Rosnay beschwört gekonnt eine bedrohliche Stimmung durch das extreme Unwetter herauf. Sprachlich ist der Roman ungewöhnlich, es wird überwiegend aus Sicht des erwachsenen Sohnes erzählt, es herrschen indirekte Rede, innere Monologe und Rückblicke in Form von Erinnerungen vor. Dennoch werden die Protagonisten gut erkennbar und vielschichtig charakterisiert.
Den Kapiteln vorangestellt ist jeweils ein Zitat aus einem Gedicht, gekonnt übersetzt (wie auch der gesamte Roman) von Nathalie Lemmens.
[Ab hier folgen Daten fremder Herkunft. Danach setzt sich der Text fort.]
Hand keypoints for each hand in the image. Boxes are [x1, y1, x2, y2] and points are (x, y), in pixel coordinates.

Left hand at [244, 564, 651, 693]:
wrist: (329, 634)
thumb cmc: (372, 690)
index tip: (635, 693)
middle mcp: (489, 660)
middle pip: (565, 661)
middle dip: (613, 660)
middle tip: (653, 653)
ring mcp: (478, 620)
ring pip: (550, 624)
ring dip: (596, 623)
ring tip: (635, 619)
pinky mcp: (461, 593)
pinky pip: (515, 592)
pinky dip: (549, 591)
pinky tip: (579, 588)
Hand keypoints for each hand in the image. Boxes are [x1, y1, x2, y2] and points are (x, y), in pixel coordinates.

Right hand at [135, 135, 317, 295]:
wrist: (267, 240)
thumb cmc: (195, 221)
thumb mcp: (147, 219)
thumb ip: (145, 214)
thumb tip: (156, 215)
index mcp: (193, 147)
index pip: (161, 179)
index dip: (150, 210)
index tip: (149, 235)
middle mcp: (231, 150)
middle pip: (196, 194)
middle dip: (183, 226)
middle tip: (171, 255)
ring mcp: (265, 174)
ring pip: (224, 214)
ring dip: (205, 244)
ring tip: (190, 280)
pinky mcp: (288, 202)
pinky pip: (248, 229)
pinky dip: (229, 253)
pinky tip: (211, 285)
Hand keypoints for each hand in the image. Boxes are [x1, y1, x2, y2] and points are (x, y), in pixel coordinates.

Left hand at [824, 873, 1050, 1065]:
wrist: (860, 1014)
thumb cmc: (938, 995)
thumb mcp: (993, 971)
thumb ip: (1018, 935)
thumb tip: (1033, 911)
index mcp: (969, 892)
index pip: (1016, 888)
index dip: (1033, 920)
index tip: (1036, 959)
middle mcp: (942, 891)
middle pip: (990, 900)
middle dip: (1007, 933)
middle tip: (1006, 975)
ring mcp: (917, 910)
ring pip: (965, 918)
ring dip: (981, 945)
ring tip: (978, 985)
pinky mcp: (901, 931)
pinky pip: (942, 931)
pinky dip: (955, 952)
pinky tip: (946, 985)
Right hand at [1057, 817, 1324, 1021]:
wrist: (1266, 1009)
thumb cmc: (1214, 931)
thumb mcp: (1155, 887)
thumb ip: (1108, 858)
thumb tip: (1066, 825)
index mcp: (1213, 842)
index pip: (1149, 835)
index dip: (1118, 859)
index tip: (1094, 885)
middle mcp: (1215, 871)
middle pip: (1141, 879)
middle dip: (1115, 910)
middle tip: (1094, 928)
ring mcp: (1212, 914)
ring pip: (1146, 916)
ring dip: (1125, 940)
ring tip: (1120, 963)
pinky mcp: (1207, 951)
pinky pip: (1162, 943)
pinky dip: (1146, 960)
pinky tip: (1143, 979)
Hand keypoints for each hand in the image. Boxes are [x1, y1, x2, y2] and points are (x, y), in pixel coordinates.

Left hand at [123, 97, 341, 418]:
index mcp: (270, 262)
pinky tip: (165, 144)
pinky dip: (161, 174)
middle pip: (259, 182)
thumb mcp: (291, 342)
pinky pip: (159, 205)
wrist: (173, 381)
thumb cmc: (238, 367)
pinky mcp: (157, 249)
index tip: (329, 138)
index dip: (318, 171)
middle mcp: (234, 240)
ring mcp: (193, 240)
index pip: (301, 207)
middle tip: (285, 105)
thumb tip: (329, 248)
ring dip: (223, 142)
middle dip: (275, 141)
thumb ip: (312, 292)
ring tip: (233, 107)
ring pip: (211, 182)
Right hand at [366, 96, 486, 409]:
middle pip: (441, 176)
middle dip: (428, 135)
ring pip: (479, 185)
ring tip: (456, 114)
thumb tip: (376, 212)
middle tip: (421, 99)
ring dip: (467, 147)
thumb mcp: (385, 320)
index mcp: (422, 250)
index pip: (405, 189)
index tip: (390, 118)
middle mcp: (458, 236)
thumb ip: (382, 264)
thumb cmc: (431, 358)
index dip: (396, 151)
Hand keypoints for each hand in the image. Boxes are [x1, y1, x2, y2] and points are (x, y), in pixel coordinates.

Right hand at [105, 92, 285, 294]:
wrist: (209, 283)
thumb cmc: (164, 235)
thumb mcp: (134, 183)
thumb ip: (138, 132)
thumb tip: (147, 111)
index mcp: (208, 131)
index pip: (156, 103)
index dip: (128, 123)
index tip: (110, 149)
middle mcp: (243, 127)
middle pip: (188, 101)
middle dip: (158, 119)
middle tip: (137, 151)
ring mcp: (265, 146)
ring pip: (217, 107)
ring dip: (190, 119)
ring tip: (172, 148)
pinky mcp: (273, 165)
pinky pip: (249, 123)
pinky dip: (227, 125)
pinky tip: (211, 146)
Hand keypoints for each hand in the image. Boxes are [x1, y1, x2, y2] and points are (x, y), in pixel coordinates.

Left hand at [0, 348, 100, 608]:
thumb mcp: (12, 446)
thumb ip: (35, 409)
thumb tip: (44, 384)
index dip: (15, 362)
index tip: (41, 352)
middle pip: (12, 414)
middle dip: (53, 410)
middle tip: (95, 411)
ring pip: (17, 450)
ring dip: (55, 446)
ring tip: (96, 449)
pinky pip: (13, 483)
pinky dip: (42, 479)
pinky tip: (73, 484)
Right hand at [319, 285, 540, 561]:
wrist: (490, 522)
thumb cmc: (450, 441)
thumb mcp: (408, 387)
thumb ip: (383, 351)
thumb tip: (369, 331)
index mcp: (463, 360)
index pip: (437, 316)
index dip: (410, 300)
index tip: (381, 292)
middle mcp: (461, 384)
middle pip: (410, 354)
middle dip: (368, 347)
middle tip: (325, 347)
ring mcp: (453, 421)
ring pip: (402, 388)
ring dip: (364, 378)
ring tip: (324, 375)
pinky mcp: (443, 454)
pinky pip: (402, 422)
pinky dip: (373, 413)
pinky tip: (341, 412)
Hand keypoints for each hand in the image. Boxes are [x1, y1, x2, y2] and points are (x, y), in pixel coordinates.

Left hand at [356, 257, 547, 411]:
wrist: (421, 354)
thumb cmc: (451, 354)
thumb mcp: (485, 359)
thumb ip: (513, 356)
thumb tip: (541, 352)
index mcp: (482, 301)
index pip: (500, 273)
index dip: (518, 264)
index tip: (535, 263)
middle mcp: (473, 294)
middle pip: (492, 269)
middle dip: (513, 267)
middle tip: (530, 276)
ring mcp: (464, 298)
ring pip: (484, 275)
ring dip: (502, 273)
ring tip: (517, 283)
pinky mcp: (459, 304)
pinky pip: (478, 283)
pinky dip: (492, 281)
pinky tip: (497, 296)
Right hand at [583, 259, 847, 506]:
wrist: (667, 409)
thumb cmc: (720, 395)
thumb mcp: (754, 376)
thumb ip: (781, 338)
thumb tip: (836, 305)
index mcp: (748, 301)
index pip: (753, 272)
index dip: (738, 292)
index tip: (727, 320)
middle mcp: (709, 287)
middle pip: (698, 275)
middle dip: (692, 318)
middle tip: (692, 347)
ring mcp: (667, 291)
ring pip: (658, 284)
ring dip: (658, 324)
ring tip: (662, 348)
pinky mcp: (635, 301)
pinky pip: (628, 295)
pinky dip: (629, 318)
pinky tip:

Besonders hervorheben möchte ich die detaillierten Beschreibungen, die das Setting sehr gut nachvollziehen lassen. Ob es die Straßen, Plätze oder Bücken von Paris sind, ob es um die Folgen des Hochwassers wie Evakuierungen, Plünderungen, Erliegen des öffentlichen Nahverkehrs geht oder um botanische Details zu Bäumen - hier wurde seitens der Autorin umfassend recherchiert, das merkt man dem Text an. (Lohnend ist hier auch ein Blick in das Literaturverzeichnis!)
Auf Vor- und Nachsatz findet sich eine Karte von Paris mit den tatsächlich überschwemmten Regionen des Seinehochwassers von 1910 und den fiktiven überfluteten Bereichen von denen der Roman erzählt.
Fazit: Ein großartiger Roman über die Wichtigkeit des Wortes, darüber, dass Unausgesprochenes so viel unnötiges Leid verursachen kann. Eine Geschichte voller Tiefgang, leicht erzählt, mit langem Nachhall. Unbedingt lesen!